#### WHAT IS EXPECTED:
An exact copy of every entry below is required, and no picture may appear in it.

[Dataset entries]

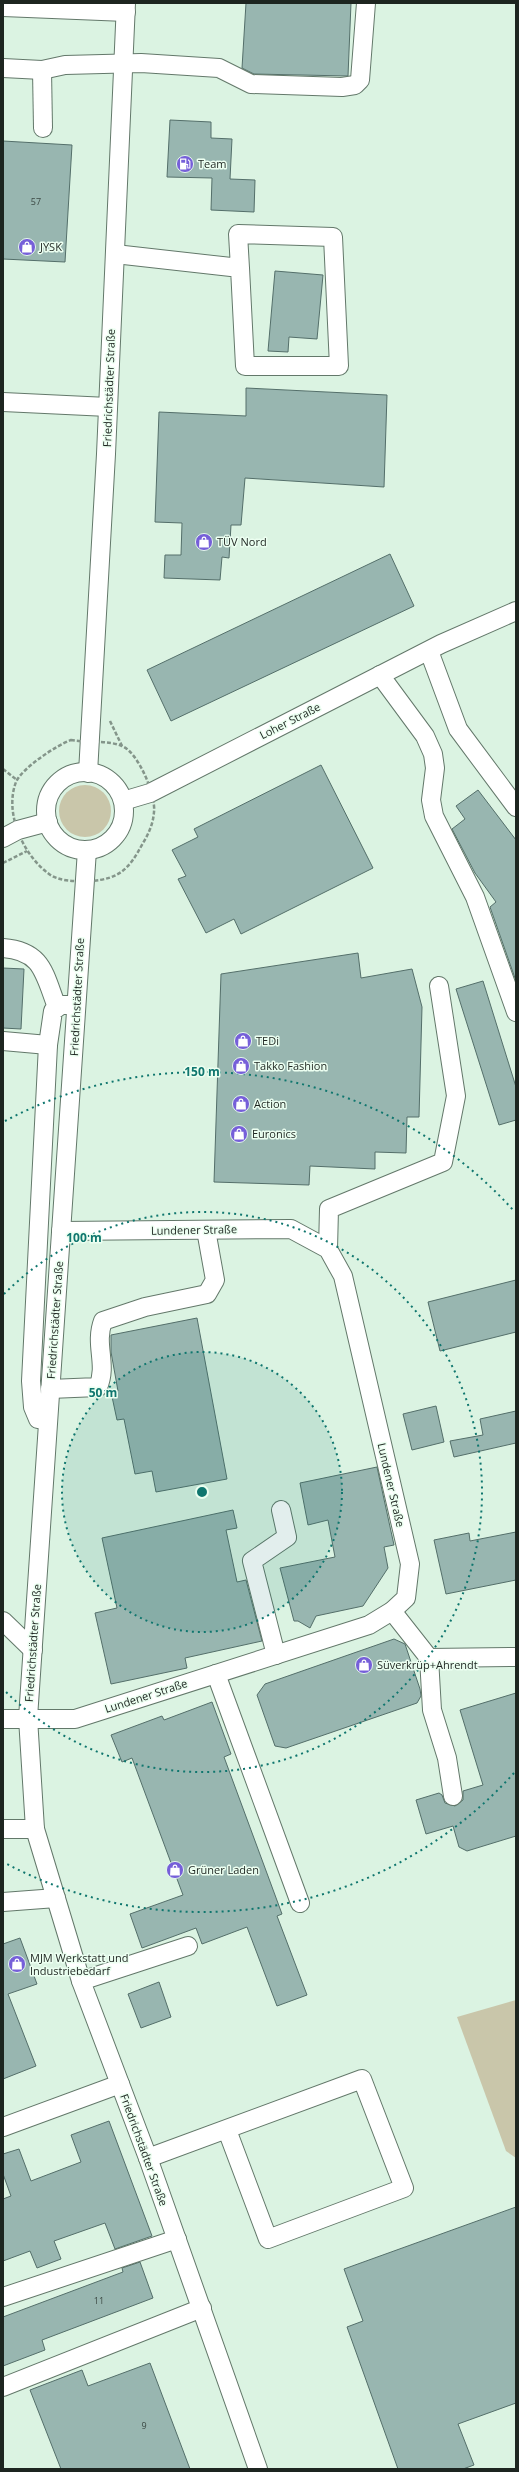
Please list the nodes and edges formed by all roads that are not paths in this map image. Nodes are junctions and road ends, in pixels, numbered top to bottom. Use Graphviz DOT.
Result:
graph roads {
  1 [pos="366,3"];
  2 [pos="3,7"];
  3 [pos="126,8"];
  4 [pos="123,64"];
  5 [pos="3,68"];
  6 [pos="42,70"];
  7 [pos="43,128"];
  8 [pos="115,254"];
  9 [pos="240,268"];
  10 [pos="3,402"];
  11 [pos="108,407"];
  12 [pos="516,611"];
  13 [pos="429,651"];
  14 [pos="380,675"];
  15 [pos="88,773"];
  16 [pos="122,801"];
  17 [pos="516,807"];
  18 [pos="48,822"];
  19 [pos="10,834"];
  20 [pos="87,850"];
  21 [pos="3,948"];
  22 [pos="439,986"];
  23 [pos="76,1005"];
  24 [pos="57,1007"];
  25 [pos="516,1012"];
  26 [pos="3,1041"];
  27 [pos="48,1045"];
  28 [pos="206,1230"];
  29 [pos="61,1231"];
  30 [pos="328,1249"];
  31 [pos="50,1389"];
  32 [pos="48,1421"];
  33 [pos="281,1510"];
  34 [pos="392,1611"];
  35 [pos="3,1621"];
  36 [pos="33,1650"];
  37 [pos="276,1655"];
  38 [pos="516,1657"];
  39 [pos="429,1658"];
  40 [pos="216,1674"];
  41 [pos="28,1718"];
  42 [pos="3,1719"];
  43 [pos="453,1796"];
  44 [pos="3,1829"];
  45 [pos="36,1829"];
  46 [pos="56,1898"];
  47 [pos="3,1902"];
  48 [pos="300,1903"];
  49 [pos="188,1946"];
  50 [pos="81,1982"];
  51 [pos="120,2084"];
  52 [pos="3,2126"];
  53 [pos="226,2130"];
  54 [pos="148,2158"];
  55 [pos="177,2239"];
  56 [pos="3,2297"];
  57 [pos="202,2308"];
  58 [pos="3,2387"];
  59 [pos="258,2469"];
  1 -- 4 [label="street"];
  2 -- 3 [label="street"];
  3 -- 4 [label="street, Friedrichstädter Straße"];
  4 -- 6 [label="street"];
  4 -- 8 [label="street, Friedrichstädter Straße"];
  5 -- 6 [label="street"];
  6 -- 7 [label="street"];
  8 -- 9 [label="street"];
  8 -- 11 [label="street, Friedrichstädter Straße"];
  9 -- 9 [label="street"];
  10 -- 11 [label="street"];
  11 -- 15 [label="street, Friedrichstädter Straße"];
  12 -- 13 [label="street, Loher Straße"];
  13 -- 14 [label="street, Loher Straße"];
  13 -- 17 [label="street"];
  14 -- 16 [label="street, Loher Straße"];
  14 -- 25 [label="street"];
  15 -- 16 [label="street"];
  15 -- 18 [label="street"];
  16 -- 20 [label="street"];
  18 -- 19 [label="street"];
  18 -- 20 [label="street"];
  20 -- 23 [label="street, Friedrichstädter Straße"];
  21 -- 24 [label="street"];
  22 -- 30 [label="street"];
  23 -- 24 [label="street"];
  23 -- 29 [label="street, Friedrichstädter Straße"];
  24 -- 27 [label="street"];
  26 -- 27 [label="street"];
  27 -- 32 [label="street"];
  28 -- 29 [label="street, Lundener Straße"];
  28 -- 30 [label="street, Lundener Straße"];
  28 -- 31 [label="street"];
  29 -- 31 [label="street, Friedrichstädter Straße"];
  30 -- 34 [label="street, Lundener Straße"];
  31 -- 32 [label="street, Friedrichstädter Straße"];
  32 -- 36 [label="street, Friedrichstädter Straße"];
  33 -- 37 [label="street"];
  34 -- 37 [label="street, Lundener Straße"];
  34 -- 39 [label="street"];
  35 -- 36 [label="street"];
  36 -- 41 [label="street, Friedrichstädter Straße"];
  37 -- 40 [label="street, Lundener Straße"];
  38 -- 39 [label="street"];
  39 -- 43 [label="street"];
  40 -- 41 [label="street, Lundener Straße"];
  40 -- 48 [label="street"];
  41 -- 42 [label="street, Friedrichstädter Straße"];
  41 -- 45 [label="street, Friedrichstädter Straße"];
  44 -- 45 [label="street"];
  45 -- 46 [label="street, Friedrichstädter Straße"];
  46 -- 47 [label="street"];
  46 -- 50 [label="street, Friedrichstädter Straße"];
  49 -- 50 [label="street"];
  50 -- 51 [label="street, Friedrichstädter Straße"];
  51 -- 52 [label="street"];
  51 -- 54 [label="street, Friedrichstädter Straße"];
  53 -- 53 [label="street"];
  53 -- 54 [label="street"];
  54 -- 55 [label="street, Friedrichstädter Straße"];
  55 -- 56 [label="street"];
  55 -- 57 [label="street, Friedrichstädter Straße"];
  57 -- 58 [label="street"];
  57 -- 59 [label="street, Friedrichstädter Straße"];
}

#### RESULT OF THIS TASK:
Please list the nodes and edges formed by all roads that are not paths in this map image. Nodes are junctions and road ends, in pixels, numbered top to bottom. Use Graphviz DOT.
Result:
graph roads {
  1 [pos="366,3"];
  2 [pos="3,7"];
  3 [pos="126,8"];
  4 [pos="123,64"];
  5 [pos="3,68"];
  6 [pos="42,70"];
  7 [pos="43,128"];
  8 [pos="115,254"];
  9 [pos="240,268"];
  10 [pos="3,402"];
  11 [pos="108,407"];
  12 [pos="516,611"];
  13 [pos="429,651"];
  14 [pos="380,675"];
  15 [pos="88,773"];
  16 [pos="122,801"];
  17 [pos="516,807"];
  18 [pos="48,822"];
  19 [pos="10,834"];
  20 [pos="87,850"];
  21 [pos="3,948"];
  22 [pos="439,986"];
  23 [pos="76,1005"];
  24 [pos="57,1007"];
  25 [pos="516,1012"];
  26 [pos="3,1041"];
  27 [pos="48,1045"];
  28 [pos="206,1230"];
  29 [pos="61,1231"];
  30 [pos="328,1249"];
  31 [pos="50,1389"];
  32 [pos="48,1421"];
  33 [pos="281,1510"];
  34 [pos="392,1611"];
  35 [pos="3,1621"];
  36 [pos="33,1650"];
  37 [pos="276,1655"];
  38 [pos="516,1657"];
  39 [pos="429,1658"];
  40 [pos="216,1674"];
  41 [pos="28,1718"];
  42 [pos="3,1719"];
  43 [pos="453,1796"];
  44 [pos="3,1829"];
  45 [pos="36,1829"];
  46 [pos="56,1898"];
  47 [pos="3,1902"];
  48 [pos="300,1903"];
  49 [pos="188,1946"];
  50 [pos="81,1982"];
  51 [pos="120,2084"];
  52 [pos="3,2126"];
  53 [pos="226,2130"];
  54 [pos="148,2158"];
  55 [pos="177,2239"];
  56 [pos="3,2297"];
  57 [pos="202,2308"];
  58 [pos="3,2387"];
  59 [pos="258,2469"];
  1 -- 4 [label="street"];
  2 -- 3 [label="street"];
  3 -- 4 [label="street, Friedrichstädter Straße"];
  4 -- 6 [label="street"];
  4 -- 8 [label="street, Friedrichstädter Straße"];
  5 -- 6 [label="street"];
  6 -- 7 [label="street"];
  8 -- 9 [label="street"];
  8 -- 11 [label="street, Friedrichstädter Straße"];
  9 -- 9 [label="street"];
  10 -- 11 [label="street"];
  11 -- 15 [label="street, Friedrichstädter Straße"];
  12 -- 13 [label="street, Loher Straße"];
  13 -- 14 [label="street, Loher Straße"];
  13 -- 17 [label="street"];
  14 -- 16 [label="street, Loher Straße"];
  14 -- 25 [label="street"];
  15 -- 16 [label="street"];
  15 -- 18 [label="street"];
  16 -- 20 [label="street"];
  18 -- 19 [label="street"];
  18 -- 20 [label="street"];
  20 -- 23 [label="street, Friedrichstädter Straße"];
  21 -- 24 [label="street"];
  22 -- 30 [label="street"];
  23 -- 24 [label="street"];
  23 -- 29 [label="street, Friedrichstädter Straße"];
  24 -- 27 [label="street"];
  26 -- 27 [label="street"];
  27 -- 32 [label="street"];
  28 -- 29 [label="street, Lundener Straße"];
  28 -- 30 [label="street, Lundener Straße"];
  28 -- 31 [label="street"];
  29 -- 31 [label="street, Friedrichstädter Straße"];
  30 -- 34 [label="street, Lundener Straße"];
  31 -- 32 [label="street, Friedrichstädter Straße"];
  32 -- 36 [label="street, Friedrichstädter Straße"];
  33 -- 37 [label="street"];
  34 -- 37 [label="street, Lundener Straße"];
  34 -- 39 [label="street"];
  35 -- 36 [label="street"];
  36 -- 41 [label="street, Friedrichstädter Straße"];
  37 -- 40 [label="street, Lundener Straße"];
  38 -- 39 [label="street"];
  39 -- 43 [label="street"];
  40 -- 41 [label="street, Lundener Straße"];
  40 -- 48 [label="street"];
  41 -- 42 [label="street, Friedrichstädter Straße"];
  41 -- 45 [label="street, Friedrichstädter Straße"];
  44 -- 45 [label="street"];
  45 -- 46 [label="street, Friedrichstädter Straße"];
  46 -- 47 [label="street"];
  46 -- 50 [label="street, Friedrichstädter Straße"];
  49 -- 50 [label="street"];
  50 -- 51 [label="street, Friedrichstädter Straße"];
  51 -- 52 [label="street"];
  51 -- 54 [label="street, Friedrichstädter Straße"];
  53 -- 53 [label="street"];
  53 -- 54 [label="street"];
  54 -- 55 [label="street, Friedrichstädter Straße"];
  55 -- 56 [label="street"];
  55 -- 57 [label="street, Friedrichstädter Straße"];
  57 -- 58 [label="street"];
  57 -- 59 [label="street, Friedrichstädter Straße"];
}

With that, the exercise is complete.